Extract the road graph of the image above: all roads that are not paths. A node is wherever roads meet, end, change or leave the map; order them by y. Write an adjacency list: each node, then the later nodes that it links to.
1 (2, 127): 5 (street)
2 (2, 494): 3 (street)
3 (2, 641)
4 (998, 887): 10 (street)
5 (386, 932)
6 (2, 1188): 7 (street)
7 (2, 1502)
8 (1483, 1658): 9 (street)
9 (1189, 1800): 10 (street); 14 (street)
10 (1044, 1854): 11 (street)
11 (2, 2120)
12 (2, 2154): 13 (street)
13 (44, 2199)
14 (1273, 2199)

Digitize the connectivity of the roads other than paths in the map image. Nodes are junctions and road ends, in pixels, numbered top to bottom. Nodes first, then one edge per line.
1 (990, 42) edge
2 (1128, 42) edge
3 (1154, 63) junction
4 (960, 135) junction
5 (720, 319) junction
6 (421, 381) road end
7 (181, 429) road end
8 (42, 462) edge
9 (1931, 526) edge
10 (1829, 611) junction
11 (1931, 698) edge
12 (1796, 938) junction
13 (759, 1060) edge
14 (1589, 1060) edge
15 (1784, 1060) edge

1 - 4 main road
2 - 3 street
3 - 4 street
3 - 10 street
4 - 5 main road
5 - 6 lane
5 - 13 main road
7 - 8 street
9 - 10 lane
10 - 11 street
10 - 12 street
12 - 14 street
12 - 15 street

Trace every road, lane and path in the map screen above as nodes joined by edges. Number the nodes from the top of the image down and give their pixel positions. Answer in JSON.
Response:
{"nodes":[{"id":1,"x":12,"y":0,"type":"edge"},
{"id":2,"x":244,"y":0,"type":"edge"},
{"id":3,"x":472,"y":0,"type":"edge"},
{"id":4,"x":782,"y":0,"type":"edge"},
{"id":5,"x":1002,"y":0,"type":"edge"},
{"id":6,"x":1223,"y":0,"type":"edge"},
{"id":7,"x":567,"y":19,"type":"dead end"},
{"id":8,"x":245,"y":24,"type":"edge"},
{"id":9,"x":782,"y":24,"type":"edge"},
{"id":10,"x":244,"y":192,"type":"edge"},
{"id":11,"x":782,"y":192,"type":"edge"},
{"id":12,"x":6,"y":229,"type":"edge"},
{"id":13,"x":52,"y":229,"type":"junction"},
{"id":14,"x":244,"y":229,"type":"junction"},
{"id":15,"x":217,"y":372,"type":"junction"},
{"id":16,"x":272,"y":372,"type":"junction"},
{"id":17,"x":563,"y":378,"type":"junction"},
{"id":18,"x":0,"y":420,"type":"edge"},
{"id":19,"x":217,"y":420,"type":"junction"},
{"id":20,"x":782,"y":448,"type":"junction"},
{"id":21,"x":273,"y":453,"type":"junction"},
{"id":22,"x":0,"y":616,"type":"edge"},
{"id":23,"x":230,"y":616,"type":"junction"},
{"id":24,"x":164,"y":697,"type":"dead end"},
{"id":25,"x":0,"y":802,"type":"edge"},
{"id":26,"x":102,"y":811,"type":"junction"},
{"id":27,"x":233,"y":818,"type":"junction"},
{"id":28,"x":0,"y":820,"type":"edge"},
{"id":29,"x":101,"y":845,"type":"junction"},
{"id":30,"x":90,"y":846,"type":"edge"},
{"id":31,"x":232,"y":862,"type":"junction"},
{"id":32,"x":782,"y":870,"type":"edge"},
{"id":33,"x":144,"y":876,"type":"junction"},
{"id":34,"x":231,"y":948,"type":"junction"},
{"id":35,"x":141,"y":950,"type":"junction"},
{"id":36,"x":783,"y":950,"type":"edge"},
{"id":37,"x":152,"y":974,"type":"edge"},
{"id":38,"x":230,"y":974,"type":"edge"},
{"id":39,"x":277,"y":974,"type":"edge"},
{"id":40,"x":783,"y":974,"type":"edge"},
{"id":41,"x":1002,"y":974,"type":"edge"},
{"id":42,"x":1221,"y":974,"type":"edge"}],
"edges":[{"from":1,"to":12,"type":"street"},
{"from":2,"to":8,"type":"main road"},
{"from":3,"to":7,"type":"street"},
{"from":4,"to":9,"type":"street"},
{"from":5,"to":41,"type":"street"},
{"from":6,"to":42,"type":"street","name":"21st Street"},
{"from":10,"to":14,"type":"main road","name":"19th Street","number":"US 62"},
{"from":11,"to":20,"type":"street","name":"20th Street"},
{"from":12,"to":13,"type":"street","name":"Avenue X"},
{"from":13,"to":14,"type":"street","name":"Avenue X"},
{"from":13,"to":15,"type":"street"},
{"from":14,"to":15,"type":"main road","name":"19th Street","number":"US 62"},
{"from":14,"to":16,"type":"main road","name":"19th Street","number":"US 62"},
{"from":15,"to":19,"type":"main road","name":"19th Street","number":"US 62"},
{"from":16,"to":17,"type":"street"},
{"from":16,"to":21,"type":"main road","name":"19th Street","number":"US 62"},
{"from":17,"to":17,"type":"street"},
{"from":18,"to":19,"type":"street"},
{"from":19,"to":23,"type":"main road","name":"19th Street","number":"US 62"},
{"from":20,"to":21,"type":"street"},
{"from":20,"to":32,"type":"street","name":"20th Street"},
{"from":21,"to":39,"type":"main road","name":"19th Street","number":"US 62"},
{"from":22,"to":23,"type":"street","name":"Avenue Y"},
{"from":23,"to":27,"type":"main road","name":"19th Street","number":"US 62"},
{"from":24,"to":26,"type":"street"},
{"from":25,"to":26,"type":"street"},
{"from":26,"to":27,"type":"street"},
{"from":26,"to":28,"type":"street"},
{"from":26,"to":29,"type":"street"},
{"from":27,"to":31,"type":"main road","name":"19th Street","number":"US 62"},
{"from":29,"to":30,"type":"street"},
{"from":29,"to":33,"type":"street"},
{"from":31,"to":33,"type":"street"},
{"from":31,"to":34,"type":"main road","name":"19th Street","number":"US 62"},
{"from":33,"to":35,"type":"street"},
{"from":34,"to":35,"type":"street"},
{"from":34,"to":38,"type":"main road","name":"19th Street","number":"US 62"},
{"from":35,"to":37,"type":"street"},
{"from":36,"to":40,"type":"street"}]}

Task requirements:
Pick out, from the lines above, every one that contains the string "roads".

Exercise result:
Extract the road graph of the image above: all roads that are not paths. A node is wherever roads meet, end, change or leave the map; order them by y. Write an adjacency list: each node, then the later nodes that it links to.
Digitize the connectivity of the roads other than paths in the map image. Nodes are junctions and road ends, in pixels, numbered top to bottom. Nodes first, then one edge per line.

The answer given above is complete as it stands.